Basically, it means whether or not your current thread waits for something. Most usually an issue with GUIs. Consider the following:
Your user hits the 'export' button. Assume 'export' is a function that does a lot of computation and disk I/O, which for a processor that can handle 2 gig of instructions per second is classed as a 'slow' operation. If you made a blocking (synchronous) call to the export method, your application would wait until it had finished before unlocking to allow the user to do something else. For a GUI, this can mean that the user is locked out for the duration.
With a non-blocking (asynchronous) call, you are effectively saying "Start this operation now, but as I have two billion things I can be doing in the next second, I won't wait. Just notify me when it's completed." You can then continue processing, and check later to see if the operation has completed.
Does this help?
Steve
[small]"Every program can be reduced by one instruction, and every program has at least one bug. Therefore, any program can be reduced to one instruction which doesn't work." (Object:erlDesignPatterns)[/small]
Just for future reference in terms of locking - BitStreams also have a locking feature so that only your code can work on the stream until unlocked.

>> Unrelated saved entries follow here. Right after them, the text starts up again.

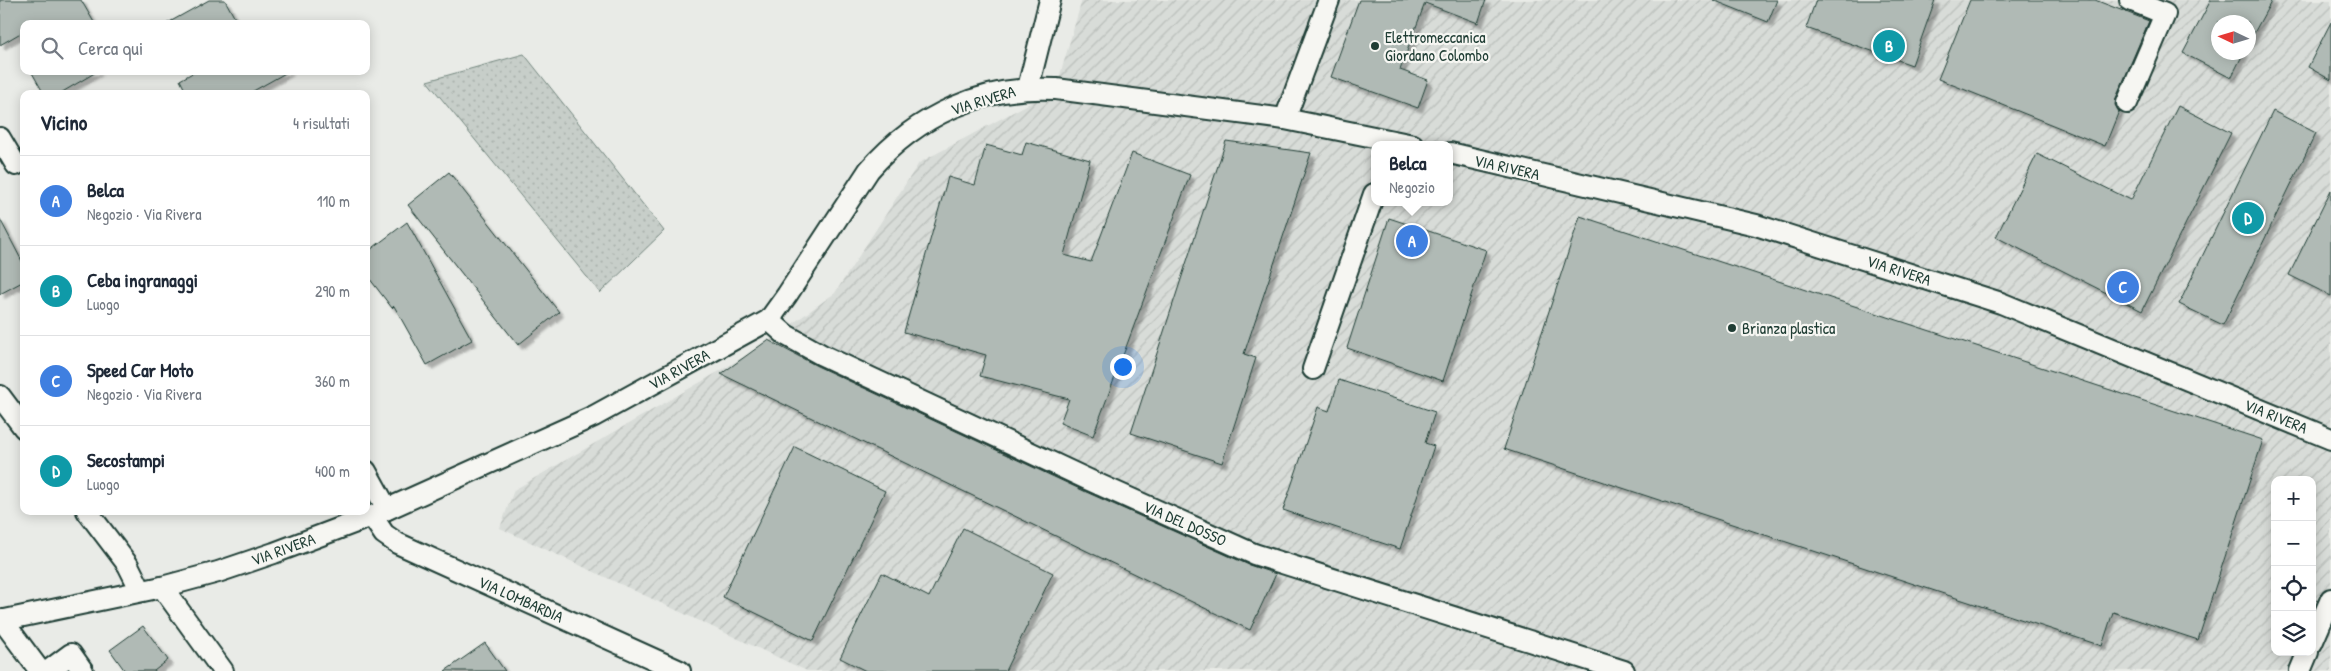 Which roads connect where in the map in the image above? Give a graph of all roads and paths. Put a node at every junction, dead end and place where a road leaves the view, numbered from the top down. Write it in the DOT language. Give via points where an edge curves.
graph roads {
  1 [pos="1050,0"];
  2 [pos="1329,0"];
  3 [pos="2130,0"];
  4 [pos="1028,88"];
  5 [pos="2127,104"];
  6 [pos="1285,119"];
  7 [pos="0,138"];
  8 [pos="1387,141"];
  9 [pos="1453,154"];
  10 [pos="13,167"];
  11 [pos="1371,203"];
  12 [pos="769,320"];
  13 [pos="1313,369"];
  14 [pos="0,396"];
  15 [pos="20,423"];
  16 [pos="2331,439"];
  17 [pos="370,484"];
  18 [pos="379,512"];
  19 [pos="90,515"];
  20 [pos="162,587"];
  21 [pos="140,591"];
  22 [pos="2331,599"];
  23 [pos="1,621"];
  24 [pos="2316,634"];
  25 [pos="2306,656"];
  26 [pos="40,671"];
  27 [pos="48,671"];
  28 [pos="83,671"];
  29 [pos="223,671"];
  30 [pos="680,671"];
  31 [pos="1624,671"];
  32 [pos="2300,671"];
  1 -- 4 [label="street"];
  2 -- 6 [label="street"];
  3 -- 5 [label="street" via="2165,14"];
  4 -- 6 [label="street, VIA RIVERA"];
  4 -- 12 [label="street, VIA RIVERA" via="969,101 934,117 897,141 869,170"];
  6 -- 8 [label="street, VIA RIVERA"];
  7 -- 10 [label="street"];
  9 -- 16 [label="street, VIA RIVERA" via="1756,225 1982,297"];
  11 -- 13 [label="street"];
  12 -- 18 [label="street, VIA RIVERA" via="594,416"];
  12 -- 31 [label="street, VIA DEL DOSSO" via="786,335 822,355 1254,554"];
  14 -- 15 [label="street"];
  17 -- 18 [label="street, VIA LOMBARDIA"];
  18 -- 20 [label="street, VIA RIVERA" via="274,553"];
  18 -- 30 [label="street, VIA LOMBARDIA" via="384,534 396,543"];
  19 -- 21 [label="street" via="128,565"];
  20 -- 21 [label="street, VIA RIVERA"];
  20 -- 29 [label="street"];
  21 -- 23 [label="street, VIA RIVERA"];
  22 -- 24 [label="street"];
  23 -- 26 [label="street, VIA RIVERA"];
  25 -- 32 [label="street"];
  27 -- 28 [label="street" via="71,654"];
}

So take an image for example. You would open the image and when you are about to make a change to it (brightness or contrast etc) you would lock the bits, make your modifications and then unlock the image so that 2 people aren't applying different transformations at the same time.
You can imagine the horror of someone applying a brightness filter on an image while someone else is applying a color filter. You would have a screwed up looking image.